EXERCISE GOAL: Return only those lines of the listing that hold the word "const".

TASK INPUT:
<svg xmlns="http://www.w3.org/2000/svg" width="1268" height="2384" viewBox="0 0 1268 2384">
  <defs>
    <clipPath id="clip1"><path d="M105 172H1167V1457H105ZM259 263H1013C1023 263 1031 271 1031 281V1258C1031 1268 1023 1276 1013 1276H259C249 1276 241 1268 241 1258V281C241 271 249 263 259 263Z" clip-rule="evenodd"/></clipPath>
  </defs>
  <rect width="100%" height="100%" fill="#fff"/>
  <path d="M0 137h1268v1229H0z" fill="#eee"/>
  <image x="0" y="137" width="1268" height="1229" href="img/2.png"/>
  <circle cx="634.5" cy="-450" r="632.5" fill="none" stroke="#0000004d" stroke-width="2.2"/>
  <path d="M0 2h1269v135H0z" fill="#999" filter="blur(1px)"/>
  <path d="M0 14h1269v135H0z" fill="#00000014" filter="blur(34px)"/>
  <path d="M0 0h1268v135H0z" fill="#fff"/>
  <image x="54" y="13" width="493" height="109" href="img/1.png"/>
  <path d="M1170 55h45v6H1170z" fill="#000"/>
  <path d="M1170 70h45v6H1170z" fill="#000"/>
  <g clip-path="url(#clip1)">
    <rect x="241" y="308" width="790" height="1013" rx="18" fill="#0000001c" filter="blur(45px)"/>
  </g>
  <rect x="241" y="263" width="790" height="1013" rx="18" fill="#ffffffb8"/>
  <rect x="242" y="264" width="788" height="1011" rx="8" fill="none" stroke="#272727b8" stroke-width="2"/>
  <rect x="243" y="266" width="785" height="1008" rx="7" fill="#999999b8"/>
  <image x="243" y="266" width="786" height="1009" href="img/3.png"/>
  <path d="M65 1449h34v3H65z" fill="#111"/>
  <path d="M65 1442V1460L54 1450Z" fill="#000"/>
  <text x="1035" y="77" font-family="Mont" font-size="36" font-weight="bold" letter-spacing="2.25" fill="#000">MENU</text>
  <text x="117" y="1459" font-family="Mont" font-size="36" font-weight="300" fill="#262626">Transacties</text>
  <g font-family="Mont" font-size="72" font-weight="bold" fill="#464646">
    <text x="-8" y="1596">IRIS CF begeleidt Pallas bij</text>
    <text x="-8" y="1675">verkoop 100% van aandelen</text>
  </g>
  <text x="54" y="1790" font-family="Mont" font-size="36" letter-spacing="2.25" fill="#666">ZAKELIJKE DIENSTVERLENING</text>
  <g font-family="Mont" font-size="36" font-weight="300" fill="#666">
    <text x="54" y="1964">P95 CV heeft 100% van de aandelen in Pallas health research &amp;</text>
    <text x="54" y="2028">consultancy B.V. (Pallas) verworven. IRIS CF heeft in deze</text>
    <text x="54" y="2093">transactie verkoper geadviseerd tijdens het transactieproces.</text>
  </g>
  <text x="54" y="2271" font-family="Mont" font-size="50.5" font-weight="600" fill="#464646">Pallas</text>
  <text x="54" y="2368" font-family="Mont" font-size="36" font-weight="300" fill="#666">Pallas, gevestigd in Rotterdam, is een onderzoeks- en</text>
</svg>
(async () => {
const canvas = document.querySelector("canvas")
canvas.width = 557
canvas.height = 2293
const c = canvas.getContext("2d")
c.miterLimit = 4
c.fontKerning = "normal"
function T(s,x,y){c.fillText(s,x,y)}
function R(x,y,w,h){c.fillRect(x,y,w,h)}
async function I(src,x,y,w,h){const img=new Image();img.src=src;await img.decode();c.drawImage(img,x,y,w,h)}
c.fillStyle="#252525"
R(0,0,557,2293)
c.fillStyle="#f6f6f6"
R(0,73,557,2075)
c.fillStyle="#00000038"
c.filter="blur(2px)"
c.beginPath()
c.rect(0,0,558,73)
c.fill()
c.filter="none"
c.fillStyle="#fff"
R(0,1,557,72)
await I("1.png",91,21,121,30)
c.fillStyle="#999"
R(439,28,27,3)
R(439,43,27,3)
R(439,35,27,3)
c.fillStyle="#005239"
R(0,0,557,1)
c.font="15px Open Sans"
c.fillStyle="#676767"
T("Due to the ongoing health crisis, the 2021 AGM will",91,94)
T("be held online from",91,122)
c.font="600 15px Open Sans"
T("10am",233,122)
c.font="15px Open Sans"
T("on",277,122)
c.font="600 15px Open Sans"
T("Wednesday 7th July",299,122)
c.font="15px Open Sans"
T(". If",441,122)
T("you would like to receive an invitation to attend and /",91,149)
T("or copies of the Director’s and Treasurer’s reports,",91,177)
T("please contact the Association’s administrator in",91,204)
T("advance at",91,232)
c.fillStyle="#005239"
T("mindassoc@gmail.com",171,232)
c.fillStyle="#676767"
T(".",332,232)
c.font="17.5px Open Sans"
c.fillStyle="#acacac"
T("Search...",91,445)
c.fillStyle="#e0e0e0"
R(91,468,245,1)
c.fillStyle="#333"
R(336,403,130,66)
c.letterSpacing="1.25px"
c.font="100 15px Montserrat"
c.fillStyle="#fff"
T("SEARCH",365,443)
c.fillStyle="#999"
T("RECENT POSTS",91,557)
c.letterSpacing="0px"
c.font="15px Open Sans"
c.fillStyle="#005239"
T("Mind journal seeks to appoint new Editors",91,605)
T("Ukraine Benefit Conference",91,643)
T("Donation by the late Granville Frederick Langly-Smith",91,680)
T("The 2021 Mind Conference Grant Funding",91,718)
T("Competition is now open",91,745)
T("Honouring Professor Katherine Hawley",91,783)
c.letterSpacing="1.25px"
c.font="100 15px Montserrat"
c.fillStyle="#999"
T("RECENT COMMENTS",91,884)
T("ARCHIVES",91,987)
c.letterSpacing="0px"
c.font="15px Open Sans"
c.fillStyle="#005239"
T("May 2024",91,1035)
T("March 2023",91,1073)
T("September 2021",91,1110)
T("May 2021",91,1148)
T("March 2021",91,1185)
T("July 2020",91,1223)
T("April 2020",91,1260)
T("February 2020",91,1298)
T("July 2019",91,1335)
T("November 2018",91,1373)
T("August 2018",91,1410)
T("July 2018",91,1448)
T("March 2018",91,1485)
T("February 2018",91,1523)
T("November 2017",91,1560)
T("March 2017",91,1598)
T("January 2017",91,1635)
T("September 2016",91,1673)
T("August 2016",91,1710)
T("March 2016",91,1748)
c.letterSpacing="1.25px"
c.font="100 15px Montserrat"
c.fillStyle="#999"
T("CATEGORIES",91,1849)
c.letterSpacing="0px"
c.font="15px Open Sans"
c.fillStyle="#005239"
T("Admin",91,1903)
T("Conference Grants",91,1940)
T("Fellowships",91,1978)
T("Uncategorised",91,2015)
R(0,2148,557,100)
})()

SOLUTION:
const canvas = document.querySelector("canvas")
const c = canvas.getContext("2d")
async function I(src,x,y,w,h){const img=new Image();img.src=src;await img.decode();c.drawImage(img,x,y,w,h)}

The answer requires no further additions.